Investigating the need for preprocessing of near-infrared spectroscopic data as a function of sample size

Schoot Mark; Kapper Christiaan; van Kollenburg Geert H.; Postma Geert J.; van Kessel Gijs; Buydens Lutgarde M. C.; Jansen Jeroen J.

首页> 外文期刊>Chemometrics and Intelligent Laboratory Systems >Investigating the need for preprocessing of near-infrared spectroscopic data as a function of sample size

【24h】

Investigating the need for preprocessing of near-infrared spectroscopic data as a function of sample size

机译：调查作为样本大小的函数的近红外光谱数据预处理的需要

获取原文

获取原文并翻译 | 示例

掌桥外文数据库（机构版） >>

开具论文收录证明 >>

文献代查 >>

页面导航

摘要
著录项
相似文献
相关主题

摘要

Preprocessing of near-infrared (NIR) spectra is an essential part of multivariate calibration.
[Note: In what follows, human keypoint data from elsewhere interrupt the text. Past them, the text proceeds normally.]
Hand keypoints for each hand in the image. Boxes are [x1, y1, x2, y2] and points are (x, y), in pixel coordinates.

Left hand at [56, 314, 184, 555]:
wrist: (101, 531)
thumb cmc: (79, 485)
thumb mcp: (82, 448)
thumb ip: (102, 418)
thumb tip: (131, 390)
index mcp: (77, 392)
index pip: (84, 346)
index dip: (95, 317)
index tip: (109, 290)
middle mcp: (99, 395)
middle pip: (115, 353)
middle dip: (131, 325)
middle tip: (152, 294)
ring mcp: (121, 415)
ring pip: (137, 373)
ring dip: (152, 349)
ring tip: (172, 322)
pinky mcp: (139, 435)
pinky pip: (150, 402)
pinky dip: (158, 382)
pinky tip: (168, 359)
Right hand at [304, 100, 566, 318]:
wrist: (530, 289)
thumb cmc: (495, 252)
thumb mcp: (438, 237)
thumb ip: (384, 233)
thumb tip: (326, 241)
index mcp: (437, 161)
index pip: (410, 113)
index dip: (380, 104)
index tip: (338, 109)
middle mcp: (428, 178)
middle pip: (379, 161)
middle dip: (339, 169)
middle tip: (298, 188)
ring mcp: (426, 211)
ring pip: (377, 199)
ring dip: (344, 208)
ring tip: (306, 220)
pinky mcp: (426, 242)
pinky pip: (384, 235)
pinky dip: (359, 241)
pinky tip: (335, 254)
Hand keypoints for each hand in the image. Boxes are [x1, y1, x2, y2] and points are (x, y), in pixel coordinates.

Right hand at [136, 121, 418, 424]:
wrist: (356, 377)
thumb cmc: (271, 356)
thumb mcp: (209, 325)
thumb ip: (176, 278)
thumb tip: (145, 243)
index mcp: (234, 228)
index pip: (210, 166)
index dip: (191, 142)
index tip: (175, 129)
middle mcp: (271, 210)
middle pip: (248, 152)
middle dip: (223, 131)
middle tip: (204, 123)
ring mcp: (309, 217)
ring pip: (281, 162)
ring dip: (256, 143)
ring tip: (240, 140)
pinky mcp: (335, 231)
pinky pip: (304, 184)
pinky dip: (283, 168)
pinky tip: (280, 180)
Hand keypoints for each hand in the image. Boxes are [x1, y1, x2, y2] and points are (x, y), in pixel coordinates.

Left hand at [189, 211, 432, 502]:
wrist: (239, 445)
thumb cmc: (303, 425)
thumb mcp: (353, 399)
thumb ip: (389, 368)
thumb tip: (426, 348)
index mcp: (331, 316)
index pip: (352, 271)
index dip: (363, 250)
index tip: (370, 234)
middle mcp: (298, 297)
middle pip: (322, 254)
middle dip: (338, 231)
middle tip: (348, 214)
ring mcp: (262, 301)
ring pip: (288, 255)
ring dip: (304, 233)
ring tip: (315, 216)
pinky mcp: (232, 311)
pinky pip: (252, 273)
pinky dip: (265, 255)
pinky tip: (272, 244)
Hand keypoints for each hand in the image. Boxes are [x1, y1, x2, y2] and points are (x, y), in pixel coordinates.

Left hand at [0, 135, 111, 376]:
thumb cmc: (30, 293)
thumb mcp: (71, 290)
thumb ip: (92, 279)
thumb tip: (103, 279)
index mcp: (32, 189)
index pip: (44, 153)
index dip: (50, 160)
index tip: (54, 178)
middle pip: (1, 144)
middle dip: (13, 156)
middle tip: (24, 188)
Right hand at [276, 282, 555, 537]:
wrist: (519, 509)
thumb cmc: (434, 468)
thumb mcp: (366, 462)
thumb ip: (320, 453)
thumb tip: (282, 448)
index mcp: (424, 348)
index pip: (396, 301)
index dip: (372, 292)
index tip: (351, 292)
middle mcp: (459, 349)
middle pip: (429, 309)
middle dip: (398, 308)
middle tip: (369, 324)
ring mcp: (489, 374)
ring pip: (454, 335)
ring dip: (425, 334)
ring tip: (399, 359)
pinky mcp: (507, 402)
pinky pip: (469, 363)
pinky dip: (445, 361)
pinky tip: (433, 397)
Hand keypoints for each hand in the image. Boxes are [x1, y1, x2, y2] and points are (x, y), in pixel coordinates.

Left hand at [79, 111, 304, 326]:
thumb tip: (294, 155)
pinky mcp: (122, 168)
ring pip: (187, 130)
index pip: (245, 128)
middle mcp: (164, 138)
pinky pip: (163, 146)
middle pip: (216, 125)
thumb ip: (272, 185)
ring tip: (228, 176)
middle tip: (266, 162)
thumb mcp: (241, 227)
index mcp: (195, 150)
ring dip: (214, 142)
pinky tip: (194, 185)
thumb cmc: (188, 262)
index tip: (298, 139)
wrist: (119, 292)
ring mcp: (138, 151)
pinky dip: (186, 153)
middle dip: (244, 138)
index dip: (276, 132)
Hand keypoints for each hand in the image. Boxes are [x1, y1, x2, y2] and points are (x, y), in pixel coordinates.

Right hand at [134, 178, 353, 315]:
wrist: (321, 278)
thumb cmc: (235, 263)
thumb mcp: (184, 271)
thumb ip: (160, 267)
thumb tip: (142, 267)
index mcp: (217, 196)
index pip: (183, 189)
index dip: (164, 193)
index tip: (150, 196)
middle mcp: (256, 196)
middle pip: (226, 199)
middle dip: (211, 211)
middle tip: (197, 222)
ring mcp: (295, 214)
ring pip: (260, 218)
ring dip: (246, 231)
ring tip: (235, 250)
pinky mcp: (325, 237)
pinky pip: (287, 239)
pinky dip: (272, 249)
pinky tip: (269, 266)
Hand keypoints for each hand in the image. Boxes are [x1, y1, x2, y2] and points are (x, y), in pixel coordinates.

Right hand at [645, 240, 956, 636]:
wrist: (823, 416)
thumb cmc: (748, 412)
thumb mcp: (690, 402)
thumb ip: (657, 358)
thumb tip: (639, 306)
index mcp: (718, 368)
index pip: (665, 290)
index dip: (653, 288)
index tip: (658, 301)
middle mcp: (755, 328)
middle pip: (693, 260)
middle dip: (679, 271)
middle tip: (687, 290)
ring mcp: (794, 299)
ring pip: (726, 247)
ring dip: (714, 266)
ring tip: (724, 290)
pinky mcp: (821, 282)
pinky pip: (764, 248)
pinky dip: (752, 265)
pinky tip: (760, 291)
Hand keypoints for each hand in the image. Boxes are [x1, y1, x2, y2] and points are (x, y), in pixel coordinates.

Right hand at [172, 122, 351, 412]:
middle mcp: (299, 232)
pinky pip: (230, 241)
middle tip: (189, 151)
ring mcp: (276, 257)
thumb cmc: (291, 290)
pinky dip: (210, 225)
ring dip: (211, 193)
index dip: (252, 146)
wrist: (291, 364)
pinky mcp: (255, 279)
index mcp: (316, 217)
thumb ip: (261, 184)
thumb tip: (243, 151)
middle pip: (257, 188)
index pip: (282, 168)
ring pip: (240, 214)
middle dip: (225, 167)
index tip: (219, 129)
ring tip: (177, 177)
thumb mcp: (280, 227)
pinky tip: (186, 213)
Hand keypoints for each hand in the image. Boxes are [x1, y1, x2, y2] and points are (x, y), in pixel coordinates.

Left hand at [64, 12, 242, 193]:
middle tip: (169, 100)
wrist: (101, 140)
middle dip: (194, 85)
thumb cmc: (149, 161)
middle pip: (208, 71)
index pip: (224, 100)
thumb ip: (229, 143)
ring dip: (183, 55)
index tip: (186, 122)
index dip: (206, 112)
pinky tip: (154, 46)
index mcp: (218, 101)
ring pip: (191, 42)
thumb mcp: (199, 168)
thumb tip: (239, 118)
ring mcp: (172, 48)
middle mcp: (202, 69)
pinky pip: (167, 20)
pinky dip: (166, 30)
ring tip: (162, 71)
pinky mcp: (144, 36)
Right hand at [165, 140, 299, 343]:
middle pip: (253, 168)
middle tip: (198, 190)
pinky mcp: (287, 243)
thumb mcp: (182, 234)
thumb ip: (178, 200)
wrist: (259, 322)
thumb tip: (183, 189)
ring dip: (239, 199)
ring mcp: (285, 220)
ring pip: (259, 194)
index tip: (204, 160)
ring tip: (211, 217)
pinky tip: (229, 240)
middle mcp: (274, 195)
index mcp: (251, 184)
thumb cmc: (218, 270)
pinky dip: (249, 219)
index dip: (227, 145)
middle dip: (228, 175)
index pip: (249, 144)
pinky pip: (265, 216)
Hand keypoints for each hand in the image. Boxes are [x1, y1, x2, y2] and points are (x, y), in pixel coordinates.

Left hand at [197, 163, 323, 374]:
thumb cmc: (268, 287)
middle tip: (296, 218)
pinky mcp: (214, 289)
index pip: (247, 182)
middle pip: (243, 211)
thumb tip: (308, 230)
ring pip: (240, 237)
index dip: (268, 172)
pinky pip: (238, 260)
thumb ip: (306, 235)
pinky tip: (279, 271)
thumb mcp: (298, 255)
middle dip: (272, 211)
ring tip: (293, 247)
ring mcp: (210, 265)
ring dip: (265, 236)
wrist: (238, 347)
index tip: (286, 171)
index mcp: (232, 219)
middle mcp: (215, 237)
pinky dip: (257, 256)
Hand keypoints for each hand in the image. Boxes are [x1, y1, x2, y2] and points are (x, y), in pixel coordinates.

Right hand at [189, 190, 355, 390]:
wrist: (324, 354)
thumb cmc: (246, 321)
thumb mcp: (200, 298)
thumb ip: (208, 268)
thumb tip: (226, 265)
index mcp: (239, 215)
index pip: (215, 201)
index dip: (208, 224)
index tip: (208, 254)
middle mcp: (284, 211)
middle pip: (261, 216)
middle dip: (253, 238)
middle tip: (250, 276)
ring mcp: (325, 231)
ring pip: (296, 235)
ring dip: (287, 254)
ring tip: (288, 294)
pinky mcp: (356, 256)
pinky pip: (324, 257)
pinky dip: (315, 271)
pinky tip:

It mainly aims to remove artefacts caused during measurement to improve prediction performance or interpretation. However, preprocessing can have undesired side-effects. Additionally, calibration algorithms can learn to deal with artefacts by themselves when enough samples are available. This may influence the effect preprocessing has on prediction performance when the calibration dataset size increases. In this paper we investigate the interaction between the size of the calibration data and preprocessing for NIR calibrations for several datasets. Results show that extending the calibration data with more samples improves prediction performance, regardless of the preprocessing strategy. Although prediction performance almost always benefits from preprocessing, extending the calibration data can reduce the effect of preprocessing on prediction performance. This means the optimal preprocessing strategy may change as a function of the number of samples. It is demonstrated that using a Design of Experiments (DoE) approach to determine the optimal preprocessing strategy leads to equal or better prediction performance for all calibration set sizes compared to the case of not preprocessing at all. Preprocessing is most valuable for small calibration sets, but as the calibration set increases can become obsolete or even harmful. Therefore, we recommend to always evaluate the effect of a preprocessing strategy before making or updating calibration models.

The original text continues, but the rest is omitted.